Items listed in a dataset

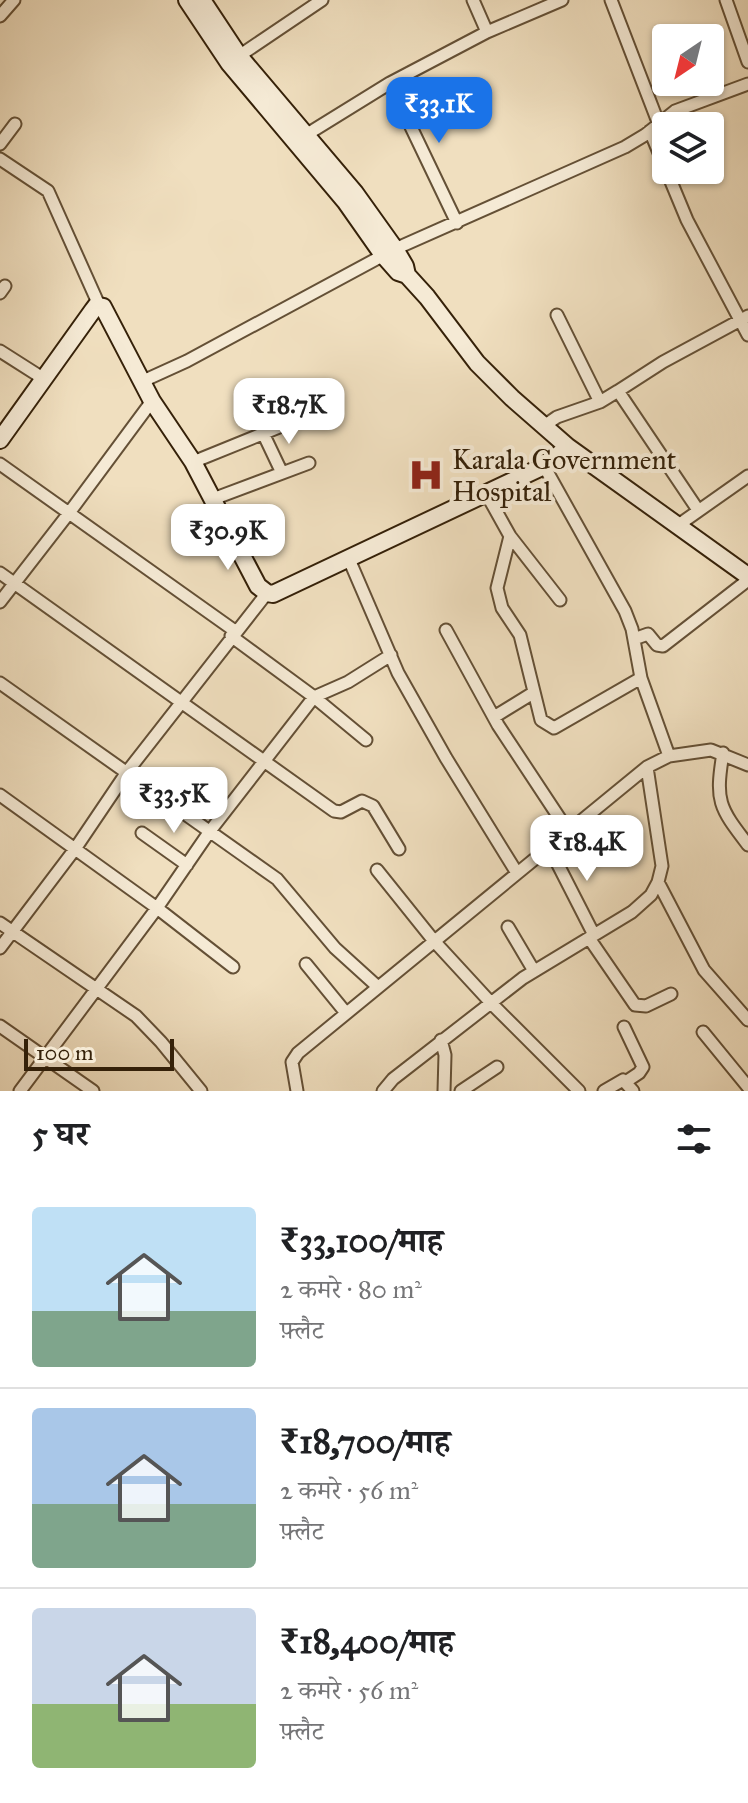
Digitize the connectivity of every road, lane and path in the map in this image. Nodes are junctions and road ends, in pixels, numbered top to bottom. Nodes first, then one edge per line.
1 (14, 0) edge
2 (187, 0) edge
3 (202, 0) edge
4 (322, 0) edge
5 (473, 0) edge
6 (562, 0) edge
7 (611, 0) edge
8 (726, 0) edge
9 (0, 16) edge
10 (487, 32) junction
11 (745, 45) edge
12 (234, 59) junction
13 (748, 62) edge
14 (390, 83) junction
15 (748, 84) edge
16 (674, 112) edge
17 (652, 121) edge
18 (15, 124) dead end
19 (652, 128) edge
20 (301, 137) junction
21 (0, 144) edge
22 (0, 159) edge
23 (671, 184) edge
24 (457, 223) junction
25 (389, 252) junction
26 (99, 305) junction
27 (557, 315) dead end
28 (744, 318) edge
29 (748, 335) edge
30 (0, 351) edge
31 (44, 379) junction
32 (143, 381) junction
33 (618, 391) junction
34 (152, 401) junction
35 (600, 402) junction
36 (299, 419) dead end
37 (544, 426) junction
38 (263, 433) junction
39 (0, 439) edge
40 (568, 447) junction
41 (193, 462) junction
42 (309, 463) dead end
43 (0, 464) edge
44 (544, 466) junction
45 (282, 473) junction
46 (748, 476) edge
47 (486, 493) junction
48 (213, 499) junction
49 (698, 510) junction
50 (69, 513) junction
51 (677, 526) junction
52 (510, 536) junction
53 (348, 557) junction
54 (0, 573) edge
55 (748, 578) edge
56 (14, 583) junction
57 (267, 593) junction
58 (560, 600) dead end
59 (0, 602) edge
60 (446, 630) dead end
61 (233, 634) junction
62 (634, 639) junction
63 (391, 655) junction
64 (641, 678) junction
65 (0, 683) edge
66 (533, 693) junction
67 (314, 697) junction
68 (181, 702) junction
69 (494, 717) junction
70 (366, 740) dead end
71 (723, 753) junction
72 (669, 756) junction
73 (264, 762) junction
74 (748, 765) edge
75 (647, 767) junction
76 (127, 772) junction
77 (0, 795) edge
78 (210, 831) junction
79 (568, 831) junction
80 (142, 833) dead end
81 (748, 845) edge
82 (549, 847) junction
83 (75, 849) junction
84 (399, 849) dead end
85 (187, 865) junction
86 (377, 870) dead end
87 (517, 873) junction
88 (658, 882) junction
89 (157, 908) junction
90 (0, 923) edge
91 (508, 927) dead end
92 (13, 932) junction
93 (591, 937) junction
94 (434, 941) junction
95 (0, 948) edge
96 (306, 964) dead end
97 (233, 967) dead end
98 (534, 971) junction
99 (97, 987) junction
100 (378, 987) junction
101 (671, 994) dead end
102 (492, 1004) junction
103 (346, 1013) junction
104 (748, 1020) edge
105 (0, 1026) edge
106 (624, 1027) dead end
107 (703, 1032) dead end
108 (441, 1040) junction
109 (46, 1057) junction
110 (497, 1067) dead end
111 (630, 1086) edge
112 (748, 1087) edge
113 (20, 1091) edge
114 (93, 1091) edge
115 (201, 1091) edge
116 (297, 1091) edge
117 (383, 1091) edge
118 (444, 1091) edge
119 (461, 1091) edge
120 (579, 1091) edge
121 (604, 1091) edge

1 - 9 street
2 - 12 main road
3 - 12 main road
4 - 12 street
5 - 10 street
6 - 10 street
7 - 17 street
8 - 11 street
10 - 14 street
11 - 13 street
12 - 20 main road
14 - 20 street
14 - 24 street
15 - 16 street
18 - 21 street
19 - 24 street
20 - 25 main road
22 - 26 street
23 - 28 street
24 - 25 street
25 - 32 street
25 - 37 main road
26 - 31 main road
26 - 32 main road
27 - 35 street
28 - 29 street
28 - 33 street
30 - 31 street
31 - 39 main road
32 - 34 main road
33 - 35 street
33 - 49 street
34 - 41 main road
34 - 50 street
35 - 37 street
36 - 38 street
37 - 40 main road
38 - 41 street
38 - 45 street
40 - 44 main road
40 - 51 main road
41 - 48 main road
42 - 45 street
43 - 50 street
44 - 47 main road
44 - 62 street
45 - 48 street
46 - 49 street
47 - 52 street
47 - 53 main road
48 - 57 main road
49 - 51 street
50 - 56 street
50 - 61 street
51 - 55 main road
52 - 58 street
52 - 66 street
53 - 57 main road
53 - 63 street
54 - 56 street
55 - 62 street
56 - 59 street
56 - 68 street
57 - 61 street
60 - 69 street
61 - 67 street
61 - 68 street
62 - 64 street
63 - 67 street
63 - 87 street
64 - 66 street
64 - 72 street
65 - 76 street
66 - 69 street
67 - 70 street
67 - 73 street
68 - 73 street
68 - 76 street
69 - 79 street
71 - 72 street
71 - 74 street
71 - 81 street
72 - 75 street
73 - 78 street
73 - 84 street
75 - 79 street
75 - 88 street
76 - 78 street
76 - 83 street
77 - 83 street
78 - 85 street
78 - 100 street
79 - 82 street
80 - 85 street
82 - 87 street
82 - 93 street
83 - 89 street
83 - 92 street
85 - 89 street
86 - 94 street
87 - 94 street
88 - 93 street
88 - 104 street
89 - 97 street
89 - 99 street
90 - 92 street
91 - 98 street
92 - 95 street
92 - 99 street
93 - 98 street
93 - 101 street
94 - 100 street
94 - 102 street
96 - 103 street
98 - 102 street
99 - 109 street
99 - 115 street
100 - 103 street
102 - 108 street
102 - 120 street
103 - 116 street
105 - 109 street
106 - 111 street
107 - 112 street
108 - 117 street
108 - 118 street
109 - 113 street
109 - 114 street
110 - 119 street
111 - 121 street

• **WHAT TO PRODUCE**
An exact retyping of the entries, without images, is the required answer.

• **RESULT BELOW**
Digitize the connectivity of every road, lane and path in the map in this image. Nodes are junctions and road ends, in pixels, numbered top to bottom. Nodes first, then one edge per line.
1 (14, 0) edge
2 (187, 0) edge
3 (202, 0) edge
4 (322, 0) edge
5 (473, 0) edge
6 (562, 0) edge
7 (611, 0) edge
8 (726, 0) edge
9 (0, 16) edge
10 (487, 32) junction
11 (745, 45) edge
12 (234, 59) junction
13 (748, 62) edge
14 (390, 83) junction
15 (748, 84) edge
16 (674, 112) edge
17 (652, 121) edge
18 (15, 124) dead end
19 (652, 128) edge
20 (301, 137) junction
21 (0, 144) edge
22 (0, 159) edge
23 (671, 184) edge
24 (457, 223) junction
25 (389, 252) junction
26 (99, 305) junction
27 (557, 315) dead end
28 (744, 318) edge
29 (748, 335) edge
30 (0, 351) edge
31 (44, 379) junction
32 (143, 381) junction
33 (618, 391) junction
34 (152, 401) junction
35 (600, 402) junction
36 (299, 419) dead end
37 (544, 426) junction
38 (263, 433) junction
39 (0, 439) edge
40 (568, 447) junction
41 (193, 462) junction
42 (309, 463) dead end
43 (0, 464) edge
44 (544, 466) junction
45 (282, 473) junction
46 (748, 476) edge
47 (486, 493) junction
48 (213, 499) junction
49 (698, 510) junction
50 (69, 513) junction
51 (677, 526) junction
52 (510, 536) junction
53 (348, 557) junction
54 (0, 573) edge
55 (748, 578) edge
56 (14, 583) junction
57 (267, 593) junction
58 (560, 600) dead end
59 (0, 602) edge
60 (446, 630) dead end
61 (233, 634) junction
62 (634, 639) junction
63 (391, 655) junction
64 (641, 678) junction
65 (0, 683) edge
66 (533, 693) junction
67 (314, 697) junction
68 (181, 702) junction
69 (494, 717) junction
70 (366, 740) dead end
71 (723, 753) junction
72 (669, 756) junction
73 (264, 762) junction
74 (748, 765) edge
75 (647, 767) junction
76 (127, 772) junction
77 (0, 795) edge
78 (210, 831) junction
79 (568, 831) junction
80 (142, 833) dead end
81 (748, 845) edge
82 (549, 847) junction
83 (75, 849) junction
84 (399, 849) dead end
85 (187, 865) junction
86 (377, 870) dead end
87 (517, 873) junction
88 (658, 882) junction
89 (157, 908) junction
90 (0, 923) edge
91 (508, 927) dead end
92 (13, 932) junction
93 (591, 937) junction
94 (434, 941) junction
95 (0, 948) edge
96 (306, 964) dead end
97 (233, 967) dead end
98 (534, 971) junction
99 (97, 987) junction
100 (378, 987) junction
101 (671, 994) dead end
102 (492, 1004) junction
103 (346, 1013) junction
104 (748, 1020) edge
105 (0, 1026) edge
106 (624, 1027) dead end
107 (703, 1032) dead end
108 (441, 1040) junction
109 (46, 1057) junction
110 (497, 1067) dead end
111 (630, 1086) edge
112 (748, 1087) edge
113 (20, 1091) edge
114 (93, 1091) edge
115 (201, 1091) edge
116 (297, 1091) edge
117 (383, 1091) edge
118 (444, 1091) edge
119 (461, 1091) edge
120 (579, 1091) edge
121 (604, 1091) edge

1 - 9 street
2 - 12 main road
3 - 12 main road
4 - 12 street
5 - 10 street
6 - 10 street
7 - 17 street
8 - 11 street
10 - 14 street
11 - 13 street
12 - 20 main road
14 - 20 street
14 - 24 street
15 - 16 street
18 - 21 street
19 - 24 street
20 - 25 main road
22 - 26 street
23 - 28 street
24 - 25 street
25 - 32 street
25 - 37 main road
26 - 31 main road
26 - 32 main road
27 - 35 street
28 - 29 street
28 - 33 street
30 - 31 street
31 - 39 main road
32 - 34 main road
33 - 35 street
33 - 49 street
34 - 41 main road
34 - 50 street
35 - 37 street
36 - 38 street
37 - 40 main road
38 - 41 street
38 - 45 street
40 - 44 main road
40 - 51 main road
41 - 48 main road
42 - 45 street
43 - 50 street
44 - 47 main road
44 - 62 street
45 - 48 street
46 - 49 street
47 - 52 street
47 - 53 main road
48 - 57 main road
49 - 51 street
50 - 56 street
50 - 61 street
51 - 55 main road
52 - 58 street
52 - 66 street
53 - 57 main road
53 - 63 street
54 - 56 street
55 - 62 street
56 - 59 street
56 - 68 street
57 - 61 street
60 - 69 street
61 - 67 street
61 - 68 street
62 - 64 street
63 - 67 street
63 - 87 street
64 - 66 street
64 - 72 street
65 - 76 street
66 - 69 street
67 - 70 street
67 - 73 street
68 - 73 street
68 - 76 street
69 - 79 street
71 - 72 street
71 - 74 street
71 - 81 street
72 - 75 street
73 - 78 street
73 - 84 street
75 - 79 street
75 - 88 street
76 - 78 street
76 - 83 street
77 - 83 street
78 - 85 street
78 - 100 street
79 - 82 street
80 - 85 street
82 - 87 street
82 - 93 street
83 - 89 street
83 - 92 street
85 - 89 street
86 - 94 street
87 - 94 street
88 - 93 street
88 - 104 street
89 - 97 street
89 - 99 street
90 - 92 street
91 - 98 street
92 - 95 street
92 - 99 street
93 - 98 street
93 - 101 street
94 - 100 street
94 - 102 street
96 - 103 street
98 - 102 street
99 - 109 street
99 - 115 street
100 - 103 street
102 - 108 street
102 - 120 street
103 - 116 street
105 - 109 street
106 - 111 street
107 - 112 street
108 - 117 street
108 - 118 street
109 - 113 street
109 - 114 street
110 - 119 street
111 - 121 street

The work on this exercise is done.